Breakfast meeting, Iceland Chamber of Commerce, Dutch trade delegation
H.E. Mr. Halldór Ásgrímsson, Minister for Foreign Affairs, Iceland
Reykjavik, June 5, 1998
Honourable business leaders, ladies and gentlemen.
It is my pleasure to address you this morning. Allow me first to congratulate you, the group A 37 on your fifth anniversary. I have been told that the group was established in connection with the project of building the four lane autobahn A 37, which connects very important areas of north-eastern Holland and as well areas in Northern Germany, such as Bremerhaven. It is therefore more than likely that this autobahn has already facilitated greater flow of trade between Iceland and Northern Europe.
The relationship between Iceland and Holland has always been very friendly and based on mutual respect. There are primarily two aspects that characterise the trade between these two countries. One is the increasing role the Rotterdam Port plays in exports from Iceland but most of the Icelandic commodities are unloaded there. The other one is the good air transportation connection between the countries. Icelandic airlines began to fly to Amsterdam in the early 1980}s and today there are six flights every week between Amsterdam and Keflavík.
One cannot talk about trade and business relationship today without referring to the historical context in which such relationship has developed. The trade relationship between Iceland and Holland is based on an old practice which dates back to the 16th century, when Dutch fishermen in Icelandic waters started to trade with the inhabitants along the coastline. During part of the 17th century the Dutch were virtually the only foreign traders doing business in Iceland, a situation based on a special licence granted to them by the Danish King. The Dutch sold the Icelanders all the necessary goods which the people needed at that time and purchased in stead fish- and wool products.
The Dutch harbours have therefore for a long time played an important role in the trading relations between Iceland and Continental Europe. At some time the Dutch harbours were also Iceland's gateway to Denmark. Well known is the story in our late Nobel laureate, Halldór Laxness novel, "The Bell of Iceland", were Jón Hreggviðssson, a notorious delinquent, sentenced to death for killing one of the King's men, managed to escape and sail to Rotterdam with Dutch fishermen in order to get to Denmark, where he intended to plea for mercy by the King.
When the Dutch traders first began to conduct business in Iceland, the Icelandic economy was very simple and primitive, but it was open and there were few restrictions. Restriction came later and business became highly regulated by the authorities. During most part of this century government intervention through strict regulation of the economy was the way of life. Imports were restricted and regulated and export duties were imposed on our most important product, the fish.
Currency restrictions, high interest rates, sky rocketing inflation and strong barriers to foreign investment were in force. The financial market was underdeveloped and regulated.
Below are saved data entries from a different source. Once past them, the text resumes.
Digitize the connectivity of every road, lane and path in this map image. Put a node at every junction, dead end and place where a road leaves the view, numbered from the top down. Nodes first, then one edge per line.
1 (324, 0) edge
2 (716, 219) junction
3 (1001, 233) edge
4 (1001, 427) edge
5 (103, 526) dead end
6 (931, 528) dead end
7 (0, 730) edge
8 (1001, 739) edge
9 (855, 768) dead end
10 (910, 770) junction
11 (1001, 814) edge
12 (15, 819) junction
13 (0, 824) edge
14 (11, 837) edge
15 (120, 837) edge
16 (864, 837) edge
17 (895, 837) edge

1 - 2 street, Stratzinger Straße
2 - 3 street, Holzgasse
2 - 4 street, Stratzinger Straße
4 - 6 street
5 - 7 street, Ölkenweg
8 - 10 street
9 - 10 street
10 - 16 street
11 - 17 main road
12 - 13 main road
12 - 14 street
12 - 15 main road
High consumer and income taxes were imposed and regular devaluation of the currency was the main economic tool governments used to correct its course. Not surprisingly, this was not an attractive situation for foreigners, considering investing and trading in Iceland.
Slowly the overall economic arrangement in Iceland started to change and if you compare the Icelandic economy today with the one in existence forty year ago and even ten to fifteen years ago, you could not imagine the vast changes that have occurred throughout the economy and the impact these changes have had on the Icelander's every-day-life. The main reasons for these changes are due to a combination of several factors of which I would like to mention a few.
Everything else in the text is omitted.